A SUBSCRIBER  to the  saying “there is nothing new under the sun”, when I dig up something that stops me in my tracks, I think: ” what a great idea; why didn’t I think of that?”

And then, …  “what a great idea. I’ll pinch that.”

With the megatude of social media and its reach all over the world, you hardly need to think of new ideas at all now. You grab and stash. You don’t ruminate. You click.

You trawl cyberspace and just borrow or steal anything from wherever you reach. In garden parlance, it’s propogating, sharing cuttings,  replanting and revegetation.

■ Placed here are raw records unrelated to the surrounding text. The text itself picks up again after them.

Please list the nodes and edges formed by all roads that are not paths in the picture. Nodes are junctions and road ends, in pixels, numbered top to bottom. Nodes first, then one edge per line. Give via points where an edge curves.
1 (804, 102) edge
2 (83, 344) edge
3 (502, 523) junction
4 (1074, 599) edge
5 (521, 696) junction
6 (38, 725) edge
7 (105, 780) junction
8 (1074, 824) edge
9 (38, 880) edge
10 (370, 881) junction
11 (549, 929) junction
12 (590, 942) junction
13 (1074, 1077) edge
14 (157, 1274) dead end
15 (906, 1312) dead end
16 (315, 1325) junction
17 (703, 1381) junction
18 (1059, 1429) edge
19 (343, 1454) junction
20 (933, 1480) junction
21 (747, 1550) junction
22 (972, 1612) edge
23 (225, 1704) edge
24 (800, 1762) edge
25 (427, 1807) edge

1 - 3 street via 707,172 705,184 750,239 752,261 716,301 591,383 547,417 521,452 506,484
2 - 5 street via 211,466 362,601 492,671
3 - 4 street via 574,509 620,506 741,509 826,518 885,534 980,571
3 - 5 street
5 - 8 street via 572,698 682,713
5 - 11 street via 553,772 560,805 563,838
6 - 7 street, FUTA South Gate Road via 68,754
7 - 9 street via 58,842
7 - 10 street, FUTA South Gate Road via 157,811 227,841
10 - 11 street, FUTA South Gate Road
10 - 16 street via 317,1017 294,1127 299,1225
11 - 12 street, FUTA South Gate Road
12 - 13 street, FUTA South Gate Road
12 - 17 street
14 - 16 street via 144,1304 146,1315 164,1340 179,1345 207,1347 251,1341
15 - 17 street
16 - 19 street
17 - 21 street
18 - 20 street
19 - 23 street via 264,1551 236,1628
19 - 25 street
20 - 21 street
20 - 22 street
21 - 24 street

Do my chives look big in this?

I am in two minds about this e-snatching. Sometimes it feels like a cop-out on putting our imagination to work. Another part feels that you have to be out there scanning the big internet eye in the sky to stay in the conversation. Is it more cool to know a new style, recipe, design, saying, film, book,  joke than it is to quote the space you found it on, eg tumbler, pinterest, twitter, stumble, Youtube, linkedin, and demonstrate what a  multi-tasking, mutli-platform social media maven you are?

Accordingly, there’s no cred in keeping the idea to yourself.  It is way cooler to pass it on and share.

Probably these great ideas I find out there are  pinched and copied many times over before I even happen on them and the credit I might give to the source may not be deserved. We are all just relay runners. Maybe our task and skill is to apply and adapt so the original thought flourishes. Because if an idea hatches in a vacuum, does it really exist?

So, sorry if these captivating garden ideas are coming to you for a second or third time. They are so darn cute, I’d hate you to miss them. At least I now know what to do with jeans I outgrow.

I wonder what clever clogs dreamed up  the neat  green coffee table  for the verandah. Notice the trailing ivy is in several pots within the tub, so it can be taken out and renewed and watered. That’s a look I’d love to soak up.

And the neat seed storing in Tic Tac boxes is simply sweeeeeeeeet!